About this exercise: Scan the entries for lines with the word "roads" and copy those lines.

Dataset entries:
:::::

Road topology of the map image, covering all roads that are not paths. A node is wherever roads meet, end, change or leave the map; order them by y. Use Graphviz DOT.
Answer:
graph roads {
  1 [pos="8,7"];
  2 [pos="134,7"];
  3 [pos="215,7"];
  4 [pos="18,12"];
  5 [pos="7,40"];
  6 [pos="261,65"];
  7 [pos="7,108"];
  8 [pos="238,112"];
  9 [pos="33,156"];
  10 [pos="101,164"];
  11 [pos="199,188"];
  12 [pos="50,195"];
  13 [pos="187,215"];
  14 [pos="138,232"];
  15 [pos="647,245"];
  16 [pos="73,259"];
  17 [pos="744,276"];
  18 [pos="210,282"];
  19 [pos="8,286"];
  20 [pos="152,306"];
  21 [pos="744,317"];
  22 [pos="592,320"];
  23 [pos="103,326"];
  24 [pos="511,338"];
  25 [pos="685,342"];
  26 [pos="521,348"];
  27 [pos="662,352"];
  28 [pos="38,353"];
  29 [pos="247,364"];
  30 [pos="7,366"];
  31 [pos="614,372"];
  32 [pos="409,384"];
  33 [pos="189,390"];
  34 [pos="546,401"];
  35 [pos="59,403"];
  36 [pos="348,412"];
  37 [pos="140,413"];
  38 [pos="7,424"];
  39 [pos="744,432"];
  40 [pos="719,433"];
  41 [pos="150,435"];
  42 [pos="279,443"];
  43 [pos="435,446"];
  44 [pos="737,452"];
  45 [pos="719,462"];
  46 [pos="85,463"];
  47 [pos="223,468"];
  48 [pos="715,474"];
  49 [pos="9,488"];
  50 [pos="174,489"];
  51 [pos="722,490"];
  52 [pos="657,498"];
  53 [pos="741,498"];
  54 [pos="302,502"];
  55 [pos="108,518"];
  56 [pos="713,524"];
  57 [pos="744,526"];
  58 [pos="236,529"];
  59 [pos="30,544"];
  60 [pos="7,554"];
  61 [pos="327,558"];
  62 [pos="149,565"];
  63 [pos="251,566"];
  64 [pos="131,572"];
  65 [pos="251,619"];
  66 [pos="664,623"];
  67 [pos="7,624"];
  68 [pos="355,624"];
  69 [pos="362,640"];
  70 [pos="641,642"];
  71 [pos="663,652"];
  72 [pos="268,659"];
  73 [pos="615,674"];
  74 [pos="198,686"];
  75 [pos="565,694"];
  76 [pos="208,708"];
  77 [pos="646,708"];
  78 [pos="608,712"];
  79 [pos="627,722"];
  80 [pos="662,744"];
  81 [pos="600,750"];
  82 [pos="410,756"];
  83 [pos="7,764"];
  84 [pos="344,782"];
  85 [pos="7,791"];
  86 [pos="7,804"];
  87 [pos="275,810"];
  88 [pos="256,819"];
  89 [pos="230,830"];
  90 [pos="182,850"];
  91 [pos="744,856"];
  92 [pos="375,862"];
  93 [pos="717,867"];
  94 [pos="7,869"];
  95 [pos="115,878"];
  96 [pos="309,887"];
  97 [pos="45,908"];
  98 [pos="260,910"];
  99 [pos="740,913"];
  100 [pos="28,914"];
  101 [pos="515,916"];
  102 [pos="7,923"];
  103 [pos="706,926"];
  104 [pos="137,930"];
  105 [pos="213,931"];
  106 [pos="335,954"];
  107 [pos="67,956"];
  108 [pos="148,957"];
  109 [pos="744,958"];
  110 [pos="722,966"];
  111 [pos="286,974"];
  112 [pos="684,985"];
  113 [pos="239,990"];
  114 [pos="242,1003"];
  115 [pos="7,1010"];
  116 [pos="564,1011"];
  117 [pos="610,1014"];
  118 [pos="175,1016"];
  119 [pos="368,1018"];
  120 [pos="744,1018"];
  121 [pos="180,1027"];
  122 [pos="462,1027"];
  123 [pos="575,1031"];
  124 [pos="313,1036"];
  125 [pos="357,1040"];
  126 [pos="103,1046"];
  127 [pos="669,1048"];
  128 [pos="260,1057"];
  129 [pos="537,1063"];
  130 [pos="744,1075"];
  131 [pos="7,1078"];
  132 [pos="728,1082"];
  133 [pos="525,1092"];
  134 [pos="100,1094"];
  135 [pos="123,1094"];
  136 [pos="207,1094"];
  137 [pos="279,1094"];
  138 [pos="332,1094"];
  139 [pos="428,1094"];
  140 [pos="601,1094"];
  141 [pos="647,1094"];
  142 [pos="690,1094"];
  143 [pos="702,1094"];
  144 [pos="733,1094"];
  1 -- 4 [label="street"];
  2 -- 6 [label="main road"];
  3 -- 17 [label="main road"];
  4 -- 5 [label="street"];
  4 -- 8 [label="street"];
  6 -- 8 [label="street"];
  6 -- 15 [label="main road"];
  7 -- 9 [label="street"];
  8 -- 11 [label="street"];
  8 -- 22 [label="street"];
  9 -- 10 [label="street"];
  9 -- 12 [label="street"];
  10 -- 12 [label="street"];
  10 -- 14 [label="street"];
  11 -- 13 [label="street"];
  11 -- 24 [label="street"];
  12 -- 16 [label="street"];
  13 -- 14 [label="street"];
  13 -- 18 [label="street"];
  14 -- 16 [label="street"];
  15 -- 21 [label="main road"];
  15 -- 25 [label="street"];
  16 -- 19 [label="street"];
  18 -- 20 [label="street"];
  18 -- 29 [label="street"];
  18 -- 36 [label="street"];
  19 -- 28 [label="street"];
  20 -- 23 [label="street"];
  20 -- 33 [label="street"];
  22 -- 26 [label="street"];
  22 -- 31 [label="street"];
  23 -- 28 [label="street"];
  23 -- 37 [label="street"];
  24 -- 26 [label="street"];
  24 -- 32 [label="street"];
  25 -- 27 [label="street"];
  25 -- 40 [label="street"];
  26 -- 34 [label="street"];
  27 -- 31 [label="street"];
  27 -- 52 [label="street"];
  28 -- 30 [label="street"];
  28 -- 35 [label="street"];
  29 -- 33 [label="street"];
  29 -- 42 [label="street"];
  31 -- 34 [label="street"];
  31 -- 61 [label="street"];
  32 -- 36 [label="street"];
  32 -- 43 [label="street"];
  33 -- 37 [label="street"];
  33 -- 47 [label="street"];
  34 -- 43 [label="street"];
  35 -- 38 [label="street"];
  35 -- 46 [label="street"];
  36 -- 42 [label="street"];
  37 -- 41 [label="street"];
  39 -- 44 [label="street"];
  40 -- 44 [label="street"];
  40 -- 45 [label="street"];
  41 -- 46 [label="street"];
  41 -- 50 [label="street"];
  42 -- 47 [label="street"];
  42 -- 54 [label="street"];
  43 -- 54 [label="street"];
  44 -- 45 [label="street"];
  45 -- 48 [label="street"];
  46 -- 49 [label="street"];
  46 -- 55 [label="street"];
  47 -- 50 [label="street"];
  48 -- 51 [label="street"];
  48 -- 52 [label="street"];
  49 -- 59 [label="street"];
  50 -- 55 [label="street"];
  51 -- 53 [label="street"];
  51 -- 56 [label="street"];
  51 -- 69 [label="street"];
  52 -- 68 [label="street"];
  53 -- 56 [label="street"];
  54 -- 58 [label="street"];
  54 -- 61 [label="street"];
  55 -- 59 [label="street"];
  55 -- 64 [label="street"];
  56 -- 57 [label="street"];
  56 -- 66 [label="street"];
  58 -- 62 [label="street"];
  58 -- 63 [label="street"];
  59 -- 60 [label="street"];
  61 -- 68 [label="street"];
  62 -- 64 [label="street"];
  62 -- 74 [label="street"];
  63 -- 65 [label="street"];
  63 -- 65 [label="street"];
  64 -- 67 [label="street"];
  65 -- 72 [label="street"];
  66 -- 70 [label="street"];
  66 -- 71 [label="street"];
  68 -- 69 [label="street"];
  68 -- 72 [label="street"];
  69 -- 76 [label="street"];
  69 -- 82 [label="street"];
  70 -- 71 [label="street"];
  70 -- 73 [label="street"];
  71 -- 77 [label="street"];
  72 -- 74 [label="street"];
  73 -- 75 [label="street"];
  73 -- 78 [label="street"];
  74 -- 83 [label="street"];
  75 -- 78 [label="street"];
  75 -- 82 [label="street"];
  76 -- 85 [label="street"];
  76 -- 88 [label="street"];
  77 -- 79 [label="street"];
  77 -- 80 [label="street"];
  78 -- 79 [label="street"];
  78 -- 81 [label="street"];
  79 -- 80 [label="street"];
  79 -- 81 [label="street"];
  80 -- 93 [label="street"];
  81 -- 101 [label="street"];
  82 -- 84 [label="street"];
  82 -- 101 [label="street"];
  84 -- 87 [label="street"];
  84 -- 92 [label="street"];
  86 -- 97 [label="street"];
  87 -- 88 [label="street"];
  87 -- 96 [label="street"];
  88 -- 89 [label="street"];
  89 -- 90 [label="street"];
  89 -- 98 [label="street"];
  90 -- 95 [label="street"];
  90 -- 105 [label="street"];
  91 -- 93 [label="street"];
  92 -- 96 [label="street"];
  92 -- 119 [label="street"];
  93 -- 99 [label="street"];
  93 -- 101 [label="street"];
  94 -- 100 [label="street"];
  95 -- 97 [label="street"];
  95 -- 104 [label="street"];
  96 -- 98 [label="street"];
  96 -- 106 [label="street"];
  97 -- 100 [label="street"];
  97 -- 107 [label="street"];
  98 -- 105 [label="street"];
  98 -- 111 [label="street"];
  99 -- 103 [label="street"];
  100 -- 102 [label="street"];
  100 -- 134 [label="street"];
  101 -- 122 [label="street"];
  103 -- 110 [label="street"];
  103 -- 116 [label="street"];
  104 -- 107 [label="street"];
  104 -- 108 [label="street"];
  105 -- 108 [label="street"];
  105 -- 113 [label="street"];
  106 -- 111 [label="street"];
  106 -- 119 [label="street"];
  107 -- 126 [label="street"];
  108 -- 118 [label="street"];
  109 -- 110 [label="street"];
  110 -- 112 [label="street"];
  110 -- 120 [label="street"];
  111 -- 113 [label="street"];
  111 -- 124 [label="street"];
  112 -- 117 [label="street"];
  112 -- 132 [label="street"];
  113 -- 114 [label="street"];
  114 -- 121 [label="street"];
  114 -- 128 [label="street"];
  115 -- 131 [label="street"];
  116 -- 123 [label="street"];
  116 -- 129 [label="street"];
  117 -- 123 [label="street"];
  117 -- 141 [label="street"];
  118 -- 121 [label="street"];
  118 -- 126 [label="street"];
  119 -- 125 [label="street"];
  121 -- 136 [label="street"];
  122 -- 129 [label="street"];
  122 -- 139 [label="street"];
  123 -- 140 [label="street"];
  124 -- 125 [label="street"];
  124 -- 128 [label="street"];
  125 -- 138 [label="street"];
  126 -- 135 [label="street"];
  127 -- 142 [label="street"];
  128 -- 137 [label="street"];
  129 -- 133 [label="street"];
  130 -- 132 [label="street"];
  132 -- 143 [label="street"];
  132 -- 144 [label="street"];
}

:::::

Exercise answer:
Road topology of the map image, covering all roads that are not paths. A node is wherever roads meet, end, change or leave the map; order them by y. Use Graphviz DOT.
graph roads {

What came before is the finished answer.